[Enhancement] Implement pruning for neural sparse search #988

zhichao-aws · 2024-11-15T06:46:38Z

Description

Implement prune for sparse vectors, to save disk space and accelerate search speed with small loss on search relevance. #946

Implement pruning at sparse_encoding ingestion processor. Users can configure the pruning strategy when create the processor, and the processor will prune the sparse vectors before write to index.
Implement pruning at neural_sparse 2-phase search. Users can configure the pruning strategy when search with neural_sparse query. The query builder will prune the query before search on index.

Related Issues

#946

Check List

New functionality includes testing.
New functionality has been documented.
API changes companion pull request created.
Commits are signed per the DCO using --signoff.
Public documentation issue/PR created.

By submitting this pull request, I confirm that my contribution is made under the terms of the Apache 2.0 license.
For more information on following Developer Certificate of Origin and signing off your commits, please check here.
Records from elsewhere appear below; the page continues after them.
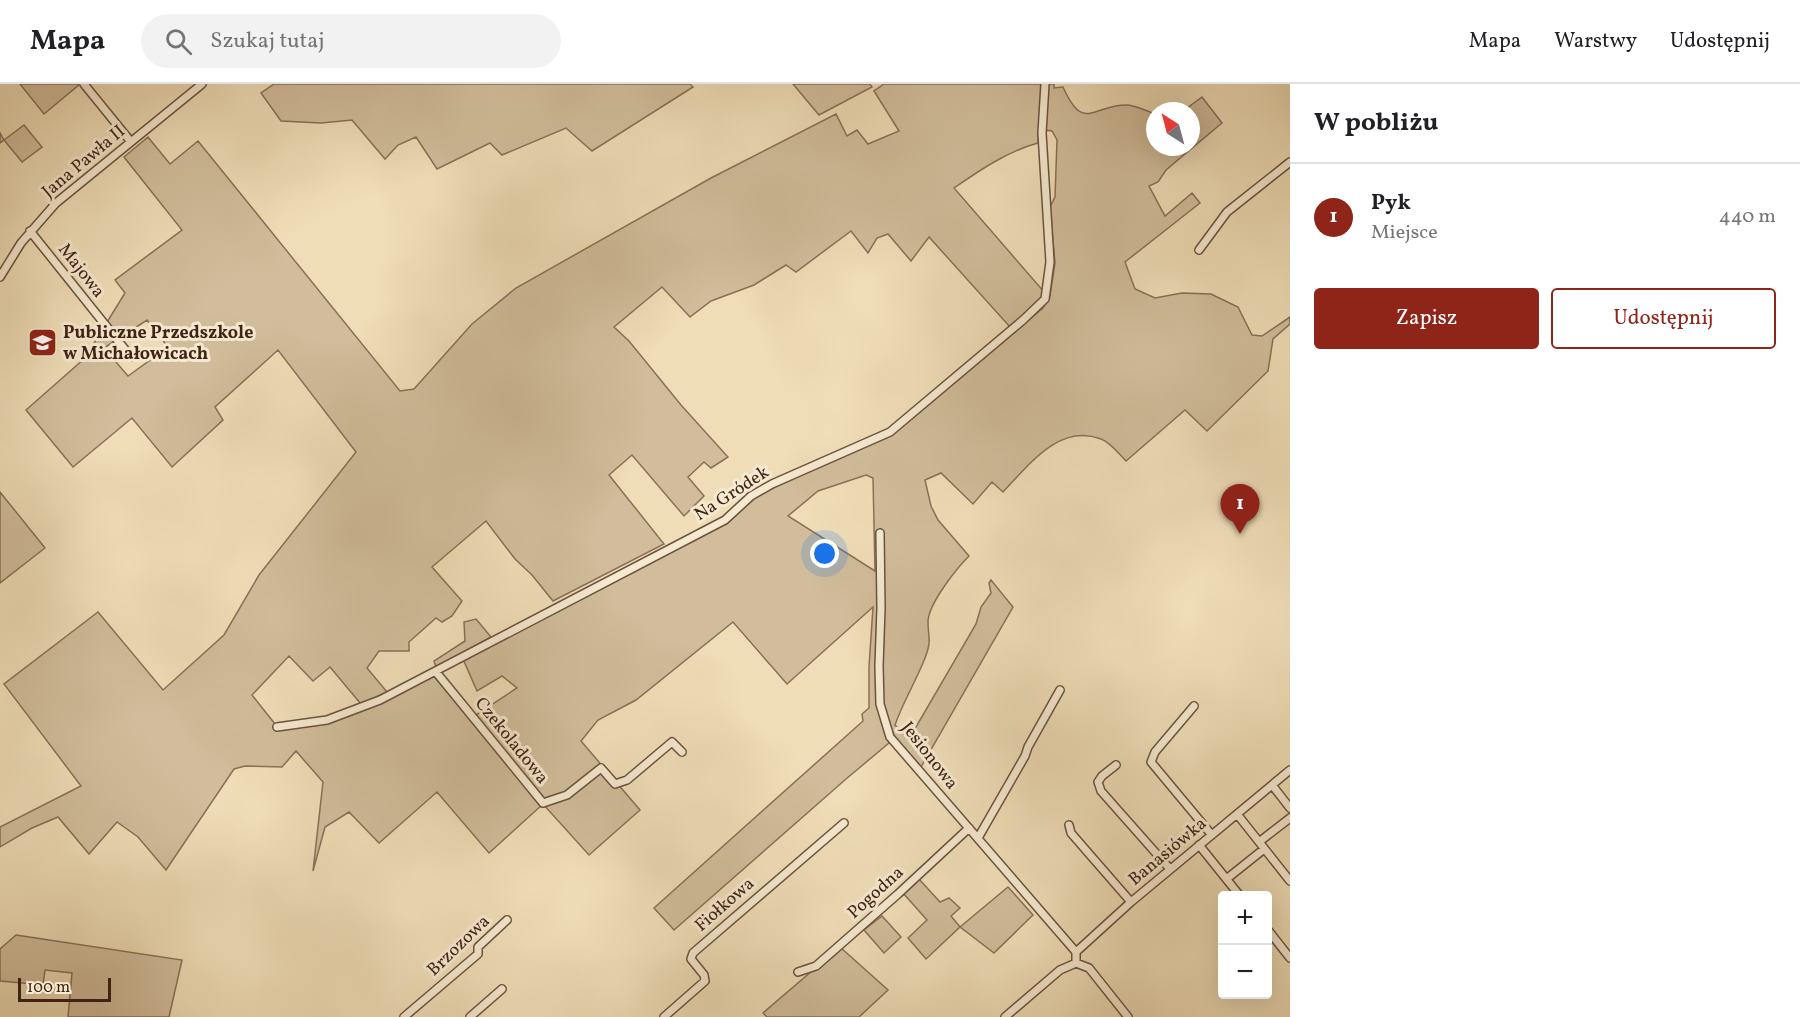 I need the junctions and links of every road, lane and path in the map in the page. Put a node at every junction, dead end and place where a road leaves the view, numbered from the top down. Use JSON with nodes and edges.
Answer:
{"nodes":[{"id":1,"x":84,"y":84,"type":"edge"},
{"id":2,"x":202,"y":84,"type":"edge"},
{"id":3,"x":1045,"y":84,"type":"edge"},
{"id":4,"x":192,"y":87,"type":"edge"},
{"id":5,"x":130,"y":142,"type":"junction"},
{"id":6,"x":1290,"y":162,"type":"edge"},
{"id":7,"x":30,"y":231,"type":"junction"},
{"id":8,"x":1199,"y":250,"type":"dead end"},
{"id":9,"x":0,"y":277,"type":"edge"},
{"id":10,"x":131,"y":357,"type":"dead end"},
{"id":11,"x":880,"y":533,"type":"dead end"},
{"id":12,"x":435,"y":672,"type":"junction"},
{"id":13,"x":1060,"y":690,"type":"dead end"},
{"id":14,"x":1194,"y":706,"type":"dead end"},
{"id":15,"x":277,"y":727,"type":"dead end"},
{"id":16,"x":682,"y":752,"type":"dead end"},
{"id":17,"x":1116,"y":765,"type":"dead end"},
{"id":18,"x":1290,"y":770,"type":"edge"},
{"id":19,"x":1272,"y":785,"type":"junction"},
{"id":20,"x":1290,"y":808,"type":"edge"},
{"id":21,"x":1238,"y":814,"type":"junction"},
{"id":22,"x":1290,"y":818,"type":"edge"},
{"id":23,"x":844,"y":823,"type":"dead end"},
{"id":24,"x":1069,"y":825,"type":"dead end"},
{"id":25,"x":969,"y":828,"type":"junction"},
{"id":26,"x":1211,"y":834,"type":"junction"},
{"id":27,"x":978,"y":838,"type":"junction"},
{"id":28,"x":1259,"y":842,"type":"junction"},
{"id":29,"x":1199,"y":845,"type":"junction"},
{"id":30,"x":1264,"y":849,"type":"junction"},
{"id":31,"x":1170,"y":869,"type":"junction"},
{"id":32,"x":1229,"y":877,"type":"dead end"},
{"id":33,"x":1290,"y":881,"type":"edge"},
{"id":34,"x":1236,"y":891,"type":"edge"},
{"id":35,"x":1131,"y":902,"type":"junction"},
{"id":36,"x":507,"y":921,"type":"dead end"},
{"id":37,"x":1272,"y":935,"type":"edge"},
{"id":38,"x":1076,"y":952,"type":"junction"},
{"id":39,"x":1290,"y":958,"type":"edge"},
{"id":40,"x":1076,"y":963,"type":"junction"},
{"id":41,"x":798,"y":972,"type":"dead end"},
{"id":42,"x":502,"y":989,"type":"dead end"},
{"id":43,"x":404,"y":1017,"type":"edge"},
{"id":44,"x":470,"y":1017,"type":"edge"},
{"id":45,"x":664,"y":1017,"type":"edge"},
{"id":46,"x":1005,"y":1017,"type":"edge"},
{"id":47,"x":1128,"y":1017,"type":"edge"}],
"edges":[{"from":1,"to":5,"type":"street"},
{"from":2,"to":4,"type":"street","name":"Jana Pawła II"},
{"from":3,"to":12,"type":"street","name":"Na Gródek"},
{"from":4,"to":5,"type":"street","name":"Jana Pawła II"},
{"from":5,"to":7,"type":"street","name":"Jana Pawła II"},
{"from":6,"to":8,"type":"street"},
{"from":7,"to":9,"type":"street","name":"Jana Pawła II"},
{"from":7,"to":10,"type":"street","name":"Majowa"},
{"from":11,"to":25,"type":"street","name":"Jesionowa"},
{"from":12,"to":15,"type":"street","name":"Na Gródek"},
{"from":12,"to":16,"type":"street","name":"Czekoladowa"},
{"from":13,"to":27,"type":"street"},
{"from":14,"to":26,"type":"street"},
{"from":17,"to":31,"type":"street"},
{"from":18,"to":19,"type":"street","name":"Banasiówka"},
{"from":19,"to":20,"type":"street"},
{"from":19,"to":21,"type":"street","name":"Banasiówka"},
{"from":21,"to":26,"type":"street","name":"Banasiówka"},
{"from":21,"to":28,"type":"street"},
{"from":22,"to":28,"type":"street"},
{"from":23,"to":45,"type":"street","name":"Fiołkowa"},
{"from":24,"to":35,"type":"street"},
{"from":25,"to":27,"type":"street","name":"Jesionowa"},
{"from":25,"to":41,"type":"street","name":"Pogodna"},
{"from":26,"to":29,"type":"street","name":"Banasiówka"},
{"from":27,"to":38,"type":"street","name":"Jesionowa"},
{"from":28,"to":30,"type":"street"},
{"from":29,"to":31,"type":"street","name":"Banasiówka"},
{"from":29,"to":34,"type":"street"},
{"from":30,"to":32,"type":"street"},
{"from":30,"to":33,"type":"street"},
{"from":31,"to":35,"type":"street","name":"Banasiówka"},
{"from":35,"to":38,"type":"street","name":"Banasiówka"},
{"from":36,"to":43,"type":"street","name":"Brzozowa"},
{"from":37,"to":39,"type":"street"},
{"from":38,"to":40,"type":"street"},
{"from":40,"to":46,"type":"street"},
{"from":40,"to":47,"type":"street"},
{"from":42,"to":44,"type":"street"}]} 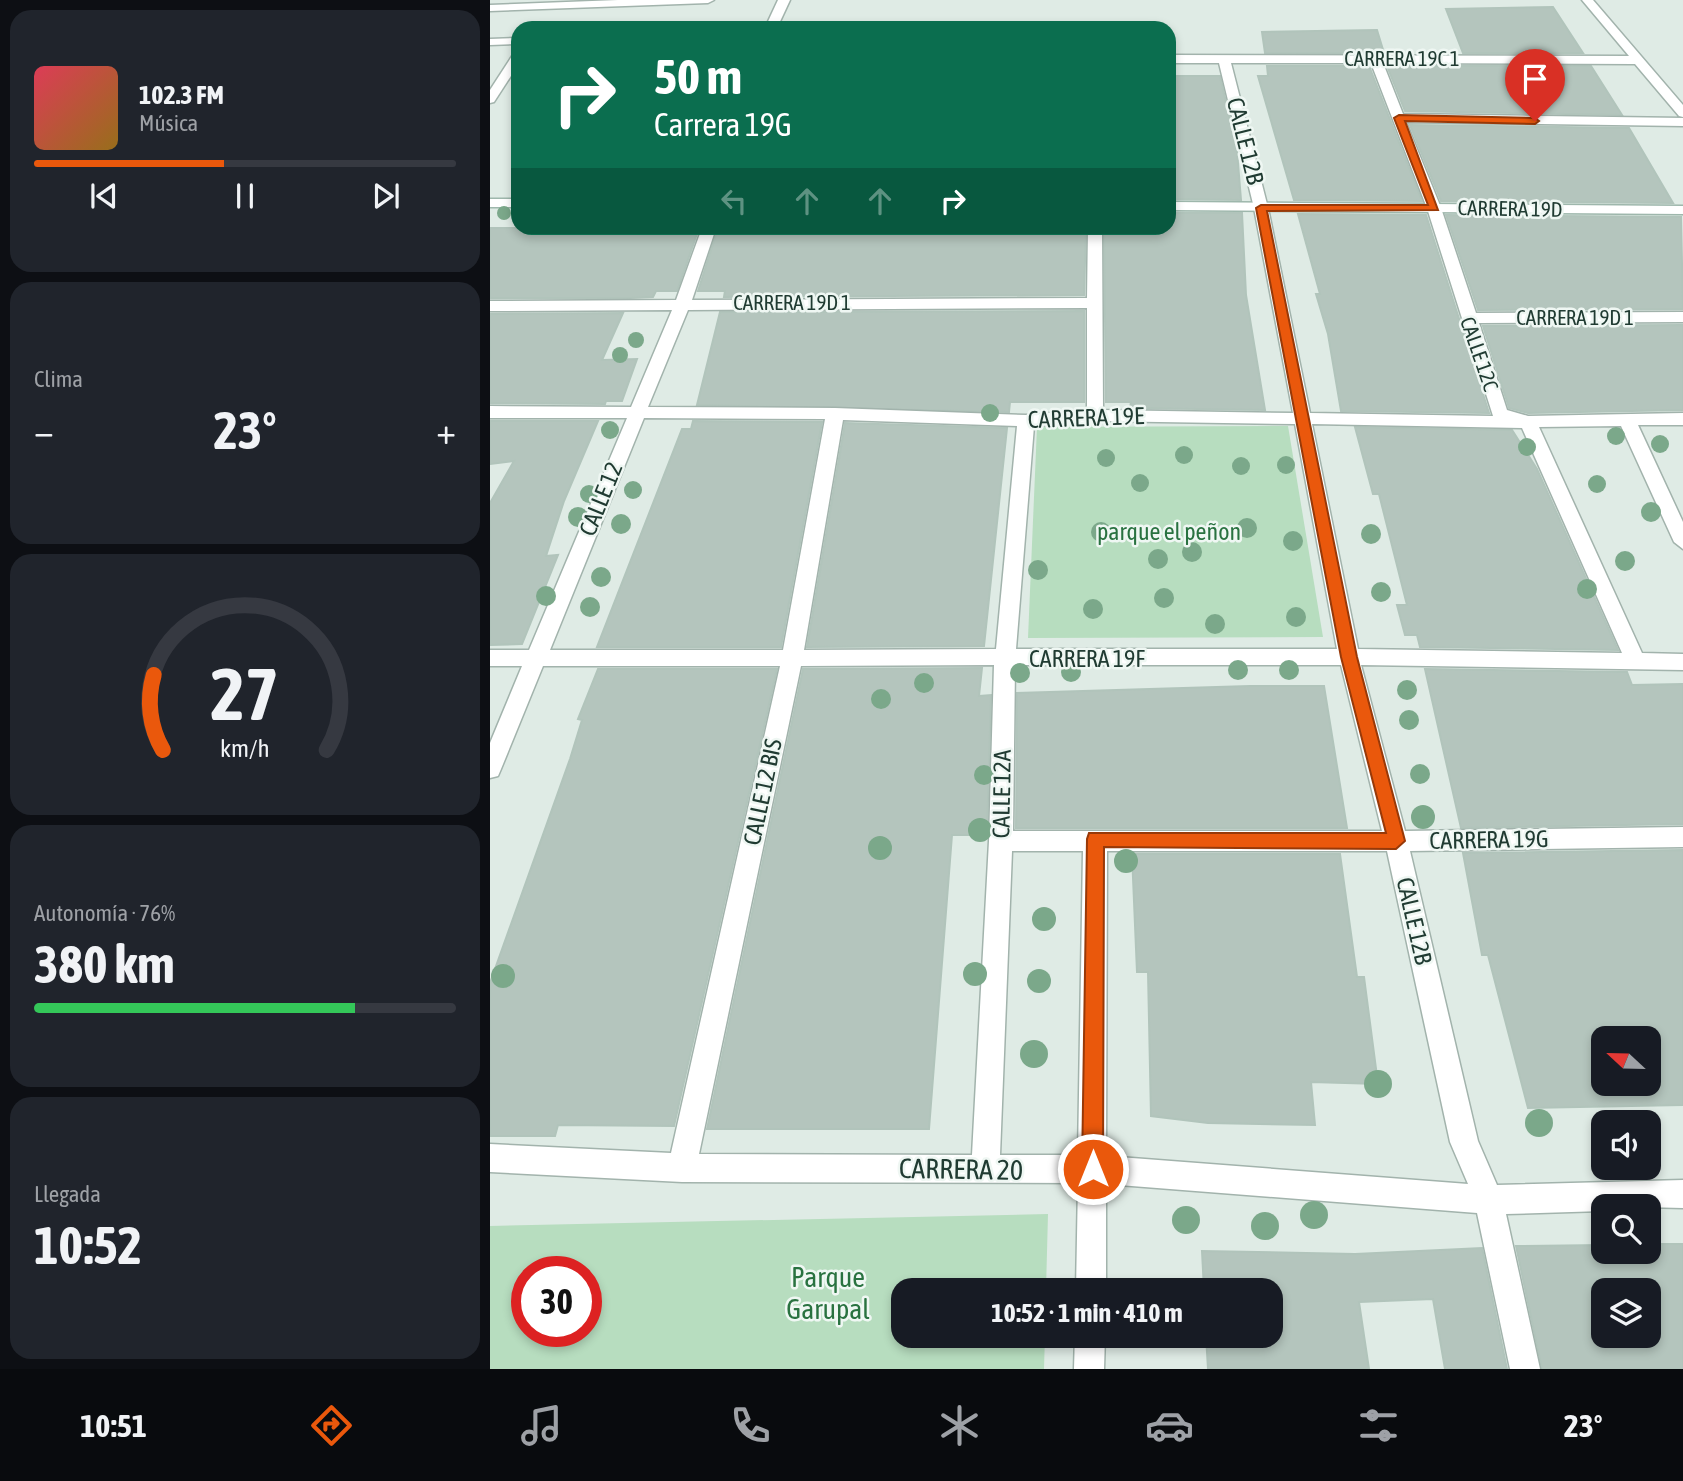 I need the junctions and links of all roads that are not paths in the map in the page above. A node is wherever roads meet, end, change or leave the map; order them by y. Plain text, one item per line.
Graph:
1 (708, 0) edge
2 (784, 0) edge
3 (1587, 0) edge
4 (490, 8) edge
5 (774, 21) edge
6 (511, 41) edge
7 (490, 42) edge
8 (1224, 58) junction
9 (1176, 59) edge
10 (1374, 60) junction
11 (1635, 60) junction
12 (511, 67) edge
13 (490, 99) edge
14 (1683, 113) edge
15 (1399, 118) junction
16 (1683, 122) edge
17 (490, 203) edge
18 (511, 203) edge
19 (1176, 206) edge
20 (1261, 208) junction
21 (1434, 208) junction
22 (1683, 210) edge
23 (707, 235) edge
24 (1096, 235) edge
25 (683, 303) junction
26 (1094, 303) junction
27 (490, 306) edge
28 (1683, 317) edge
29 (1467, 318) junction
30 (490, 412) edge
31 (636, 412) junction
32 (835, 414) junction
33 (1095, 415) junction
34 (1304, 417) junction
35 (1683, 419) edge
36 (1026, 421) junction
37 (1627, 421) junction
38 (1528, 422) junction
39 (1683, 542) edge
40 (1349, 657) junction
41 (490, 658) edge
42 (792, 658) junction
43 (537, 659) junction
44 (1005, 659) junction
45 (1633, 661) junction
46 (1683, 662) edge
47 (490, 769) edge
48 (1683, 837) edge
49 (1095, 839) junction
50 (1001, 841) junction
51 (1396, 841) junction
52 (490, 1158) edge
53 (682, 1168) junction
54 (985, 1168) junction
55 (1093, 1169) junction
56 (1683, 1194) edge
57 (1489, 1200) junction
58 (1091, 1278) edge
59 (1090, 1348) edge
60 (1089, 1369) edge
61 (1525, 1369) edge

1 - 4 street
2 - 5 street
3 - 11 street
6 - 7 street
8 - 9 street, CARRERA 19C 1
8 - 10 street, CARRERA 19C 1
8 - 20 street, CALLE 12B
10 - 11 street, CARRERA 19C 1
10 - 15 street, CALLE 12C
11 - 14 street
12 - 13 street
15 - 16 street
15 - 21 street, CALLE 12C
17 - 18 street
19 - 20 street, CARRERA 19D
20 - 21 street, CARRERA 19D
20 - 34 street, CALLE 12B
21 - 22 street, CARRERA 19D
21 - 29 street, CALLE 12C
23 - 25 street, CALLE 12
24 - 26 street
25 - 26 street, CARRERA 19D 1
25 - 27 street, CARRERA 19D 1
25 - 31 street, CALLE 12
26 - 33 street
28 - 29 street, CARRERA 19D 1
29 - 38 street, CALLE 12C
30 - 31 street, CARRERA 19E
31 - 32 street, CARRERA 19E
31 - 43 street, CALLE 12
32 - 36 street, CARRERA 19E
32 - 42 street, CALLE 12 BIS
33 - 34 street, CARRERA 19E
33 - 36 street, CARRERA 19E
34 - 38 street, CARRERA 19E
34 - 40 street, CALLE 12B
35 - 37 street, CARRERA 19E
36 - 44 street, CALLE 12A
37 - 38 street, CARRERA 19E
37 - 39 street
38 - 45 street
40 - 44 street, CARRERA 19F
40 - 45 street, CARRERA 19F
40 - 51 street, CALLE 12B
41 - 43 street, CARRERA 19F
42 - 43 street, CARRERA 19F
42 - 44 street, CARRERA 19F
42 - 53 street, CALLE 12 BIS
43 - 47 street, CALLE 12
44 - 50 street, CALLE 12A
45 - 46 street, CARRERA 19F
48 - 51 street, CARRERA 19G
49 - 50 street, CARRERA 19G
49 - 51 street, CARRERA 19G
49 - 55 street
50 - 54 street, CALLE 12A
51 - 57 street, CALLE 12B
52 - 53 street, CARRERA 20
53 - 54 street, CARRERA 20
54 - 55 street, CARRERA 20
55 - 57 street, CARRERA 20
55 - 58 street
56 - 57 street, CARRERA 20
57 - 61 street, CALLE 12B
59 - 60 street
Signed-off-by: zhichao-aws <zhichaog@amazon.com>

zhichao-aws · 2024-11-20T07:34:56Z

This PR is ready for review now

heemin32

Could you provide an overview of how the overall API will look? I initially thought this change would only affect the query side, but it seems it will also modify the parameters for neural_sparse_two_phase_processor.

Additionally, the current implementation appears to be focused on two-phase processing with different strategies for splitting vectors, rather than a combination of pruning and two-phase processing?

src/main/java/org/opensearch/neuralsearch/processor/factory/SparseEncodingProcessorFactory.java

src/main/java/org/opensearch/neuralsearch/util/prune/PruneUtils.java

zhichao-aws · 2024-11-21T03:25:53Z

Could you provide an overview of how the overall API will look? I initially thought this change would only affect the query side, but it seems it will also modify the parameters for neural_sparse_two_phase_processor.

Based on our benchmark results in #946 , when searching, applying prune to 2-phase search has superseded applying it to neural sparse query body, on both precision and latency. Therefore, enhancing the existing 2-phase search pipeline makes more sense.
To maintain compatibility with existing APIs, the overall API will look like:

# ingestion pipeline
PUT /_ingest/pipeline/sparse-pipeline
{
    "description": "Calling sparse model to generate expanded tokens",
    "processors": [
        {
            "sparse_encoding": {
                "model_id": "fousVokBjnSupmOha8aN",
                "pruning_type": "alpha_mass",
                "pruning_ratio": 0.8,
                "field_map": {
                    "body": "body_sparse"
                },
            }
        }
    ]
}

# two phase pipeline
PUT /_search/pipeline/neural_search_pipeline
{
  "request_processors": [
    {
      "neural_sparse_two_phase_processor": {
        "tag": "neural-sparse",
        "description": "Creates a two-phase processor for neural sparse search.",
        "pruning_type": "alpha_mass",
        "pruning_ratio": 0.8,
      }
    }
  ]
}

Additionally, the current implementation appears to be focused on two-phase processing with different strategies for splitting vectors, rather than a combination of pruning and two-phase processing?

The existing two-phase use max_ratio prune criteria. And now we add supports for other criteria as well

Signed-off-by: zhichao-aws <zhichaog@amazon.com>

codecov · 2024-11-22T06:45:04Z

Codecov Report

Attention: Patch coverage is 95.30201% with 7 lines in your changes missing coverage. Please review.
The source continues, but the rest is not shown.